IEEE Trans Biomed Eng. 2022 Jan;69(1):108-118. doi: 10.1109/TBME.2021.3087612. Epub 2021 Dec 23.
Based on the hypothesis that adding a cross-modal and cross-attention (CMA) mechanism into a deep learning network improves accuracy and efficacy of medical image segmentation, we propose to test a novel network to segment acute ischemic stroke (AIS) lesions from four CT perfusion (CTP) maps.
The proposed network uses a CMA module directly to establish a spatial-wise relationship by using the multigroup non-local attention operation between two modal features and performs dynamic group-wise recalibration through group attention block. This CMA-Net has a multipath encoder-decoder architecture, in which each modality is processed in different streams on the encoding path, and the pair related parameter modalities are used to bridge attention across multimodal information through the CMA module. A public dataset involving 94 training and 62 test cases are used to build and evaluate the CMA-Net. AIS segmentation results on testing cases are analyzed and compared with other state-of-the-art models reported in the literature.

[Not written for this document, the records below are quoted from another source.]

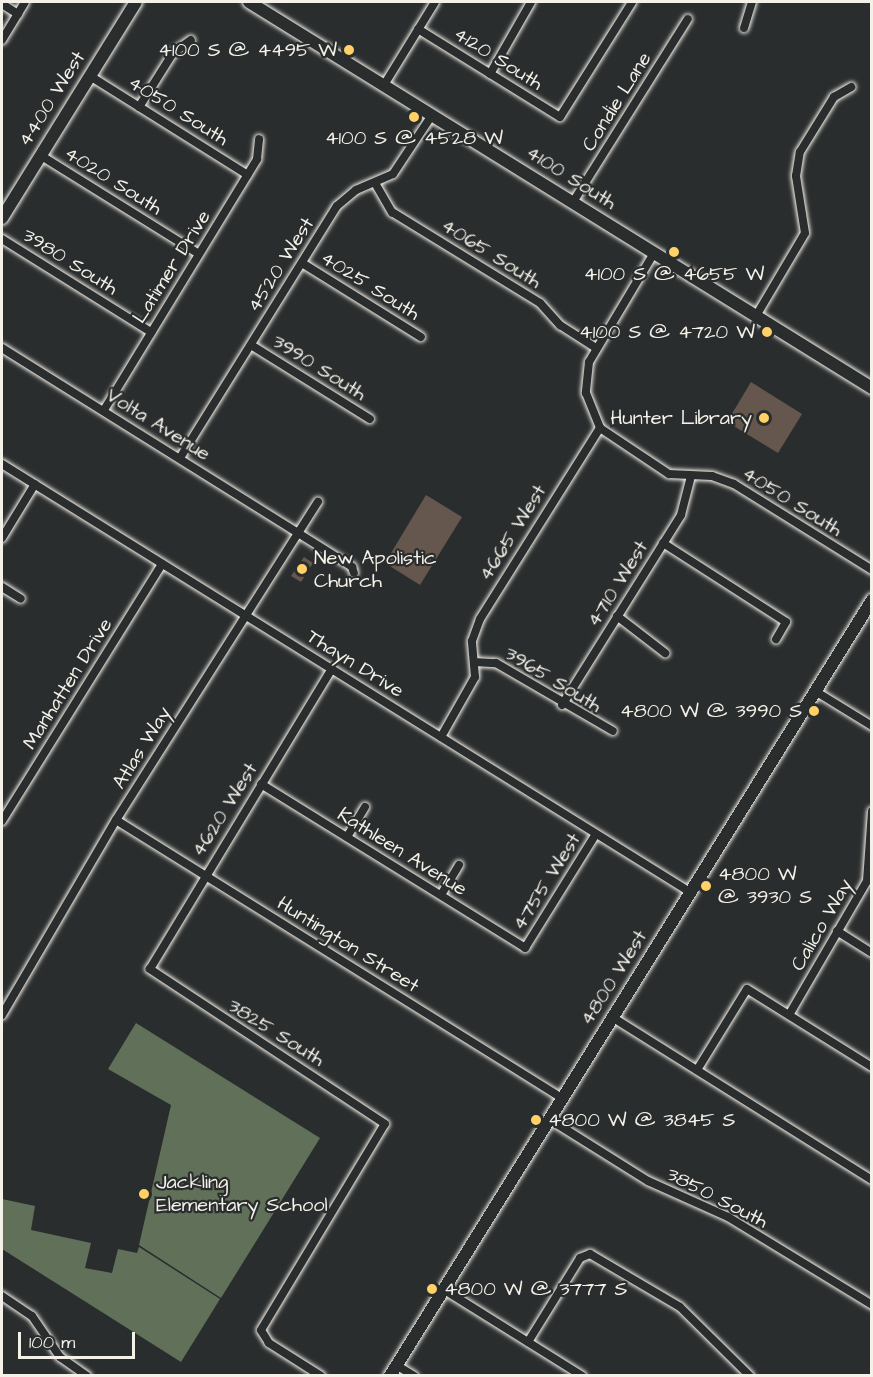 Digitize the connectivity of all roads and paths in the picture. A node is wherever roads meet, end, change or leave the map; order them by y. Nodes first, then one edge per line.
1 (25, 2) edge
2 (136, 2) edge
3 (249, 2) edge
4 (435, 2) edge
5 (531, 2) edge
6 (632, 2) edge
7 (752, 2) edge
8 (2, 4) edge
9 (18, 14) junction
10 (688, 19) dead end
11 (744, 28) dead end
12 (418, 29) junction
13 (2, 40) edge
14 (191, 40) dead end
15 (490, 74) junction
16 (90, 76) junction
17 (384, 85) junction
18 (851, 87) dead end
19 (140, 107) junction
20 (432, 115) junction
21 (259, 139) dead end
22 (40, 155) junction
23 (248, 175) junction
24 (375, 183) junction
25 (573, 202) junction
26 (2, 218) edge
27 (2, 239) edge
28 (654, 253) junction
29 (200, 254) junction
30 (302, 263) junction
31 (756, 316) junction
32 (152, 332) junction
33 (421, 337) dead end
34 (251, 345) junction
35 (2, 348) edge
36 (596, 348) junction
37 (872, 388) edge
38 (104, 410) junction
39 (370, 419) dead end
40 (600, 428) junction
41 (180, 458) junction
42 (2, 464) edge
43 (690, 476) junction
44 (35, 484) junction
45 (318, 502) dead end
46 (296, 532) junction
47 (2, 538) edge
48 (663, 543) junction
49 (162, 564) junction
50 (872, 570) edge
51 (354, 573) dead end
52 (2, 587) edge
53 (21, 599) dead end
54 (872, 600) edge
55 (244, 615) junction
56 (618, 616) junction
57 (866, 620) edge
58 (776, 639) dead end
59 (665, 653) dead end
60 (474, 662) junction
61 (332, 669) junction
62 (815, 691) junction
63 (562, 705) junction
64 (872, 726) edge
65 (614, 731) dead end
66 (441, 737) junction
67 (261, 784) junction
68 (365, 807) dead end
69 (872, 811) edge
70 (116, 820) junction
71 (2, 821) edge
72 (596, 834) junction
73 (347, 837) junction
74 (871, 859) edge
75 (459, 865) dead end
76 (204, 875) junction
77 (690, 892) junction
78 (441, 896) junction
79 (837, 931) junction
80 (525, 948) joint
81 (872, 953) edge
82 (150, 969) joint
83 (2, 1015) edge
84 (789, 1015) junction
85 (612, 1017) junction
86 (872, 1067) edge
87 (697, 1070) junction
88 (562, 1098) junction
89 (549, 1119) junction
90 (872, 1180) edge
91 (443, 1289) junction
92 (2, 1296) edge
93 (872, 1305) edge
94 (528, 1342) junction
95 (393, 1370) edge
96 (87, 1376) edge
97 (321, 1376) edge
98 (414, 1376) edge
99 (582, 1376) edge
100 (750, 1376) edge

1 - 9 street
2 - 16 main road, 4400 West
3 - 17 main road, 4100 South
4 - 12 street
5 - 15 street
6 - 15 street, 4120 South
7 - 11 street
8 - 9 street
9 - 13 street
10 - 25 street, Condie Lane
12 - 15 street, 4120 South
12 - 17 street
14 - 19 street
16 - 19 street, 4050 South
16 - 22 main road, 4400 West
17 - 20 main road, 4100 South
18 - 31 street
19 - 23 street, 4050 South
20 - 24 street, 4520 West
20 - 25 main road, 4100 South
21 - 23 street, Latimer Drive
22 - 26 main road, 4400 West
22 - 29 street, 4020 South
23 - 29 street, Latimer Drive
24 - 30 street, 4520 West
24 - 36 street, 4065 South
25 - 28 main road, 4100 South
27 - 32 street, 3980 South
28 - 31 main road, 4100 South
28 - 36 street
29 - 32 street, Latimer Drive
30 - 33 street, 4025 South
30 - 34 street, 4520 West
31 - 37 main road, 4100 South
32 - 38 street, Latimer Drive
34 - 39 street, 3990 South
34 - 41 street, 4520 West
35 - 38 street, Volta Avenue
36 - 40 street
38 - 41 street, Volta Avenue
40 - 43 street, 4050 South
40 - 60 street, 4665 West
41 - 46 street, Volta Avenue
42 - 44 street, Thayn Drive
43 - 48 street, 4710 West
43 - 50 street, 4050 South
44 - 47 street
44 - 49 street, Thayn Drive
45 - 46 street, Atlas Way
46 - 51 street, Volta Avenue
46 - 55 street, Atlas Way
48 - 56 street, 4710 West
48 - 58 street
49 - 55 street, Thayn Drive
49 - 71 street, Manhatten Drive
52 - 53 street
54 - 57 main road, 4800 West
55 - 61 street, Thayn Drive
55 - 70 street, Atlas Way
56 - 59 street
56 - 63 street, 4710 West
57 - 62 main road, 4800 West
60 - 63 street, 3965 South
60 - 66 street, 4665 West
61 - 66 street, Thayn Drive
61 - 67 street, 4620 West
62 - 64 street
62 - 77 main road, 4800 West
63 - 65 street, 3965 South
66 - 72 street, Thayn Drive
67 - 73 street, Kathleen Avenue
67 - 76 street, 4620 West
68 - 73 street
69 - 74 street, Calico Way
70 - 76 street, Huntington Street
70 - 83 street, Atlas Way
72 - 77 street, Thayn Drive
72 - 80 street, 4755 West
73 - 78 street, Kathleen Avenue
74 - 79 street, Calico Way
75 - 78 street
76 - 82 street, 4620 West
76 - 88 street, Huntington Street
77 - 85 main road, 4800 West
78 - 80 street, Kathleen Avenue
79 - 81 street
79 - 84 street, Calico Way
82 - 97 street, 3825 South
84 - 86 street
84 - 87 street
85 - 87 street
85 - 88 main road, 4800 West
87 - 90 street
88 - 89 main road, 4800 West
89 - 91 main road, 4800 West
89 - 93 street, 3850 South
91 - 94 street
91 - 95 main road, 4800 West
92 - 96 street
94 - 99 street
94 - 100 street
95 - 98 street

By calculating several average evaluation scores, CMA-network improves Recall and F2 scores by 6% and 1%, respectively. In the ablation experiment, the F1 score of CMA-Net is at least 7.8% higher than that of single-input single-modal self-attention networks.
This study demonstrates advantages of applying CMA-network to segment AIS lesions, which yields promising segmentation accuracy, and achieves semantic decoupling by processing different parameter modalities separately.
Proving the potential of cross-modal interactions in attention to assist identifying new imaging biomarkers for more accurately predicting AIS prognosis in future studies.
基于在深度学习网络中加入跨模态和交叉注意力(CMA)机制可以提高医学图像分割的准确性和效率的假设,我们提出了一种新的网络来分割 4 张 CT 灌注(CTP)图谱上的急性缺血性卒中(AIS)病变。
所提出的网络使用 CMA 模块,通过在两个模态特征之间使用多组非局部注意力操作直接建立空间-wise 关系,并通过组注意力块进行动态分组重新校准。这个 CMA-Net 具有多路径编码器-解码器架构,其中每个模态在编码路径上的不同流中进行处理,并且相关参数模态的对用于通过 CMA 模块通过跨模态信息进行注意力桥接。我们使用包含 94 个训练和 62 个测试案例的公共数据集来构建和评估 CMA-Net。分析测试案例中的 AIS 分割结果,并与文献中报道的其他最先进模型进行比较。
通过计算几个平均评估分数,CMA 网络分别将召回率和 F2 分数提高了 6%和 1%。在消融实验中,CMA-Net 的 F1 分数比单输入单模态自注意力网络至少高 7.8%。
这项研究表明,应用 CMA-Net 分割 AIS 病变具有优势,可以提高分割准确性,并通过分别处理不同的参数模态实现语义解耦。
证明了在注意力中进行跨模态交互的潜力,以协助在未来的研究中识别新的成像生物标志物,从而更准确地预测 AIS 的预后。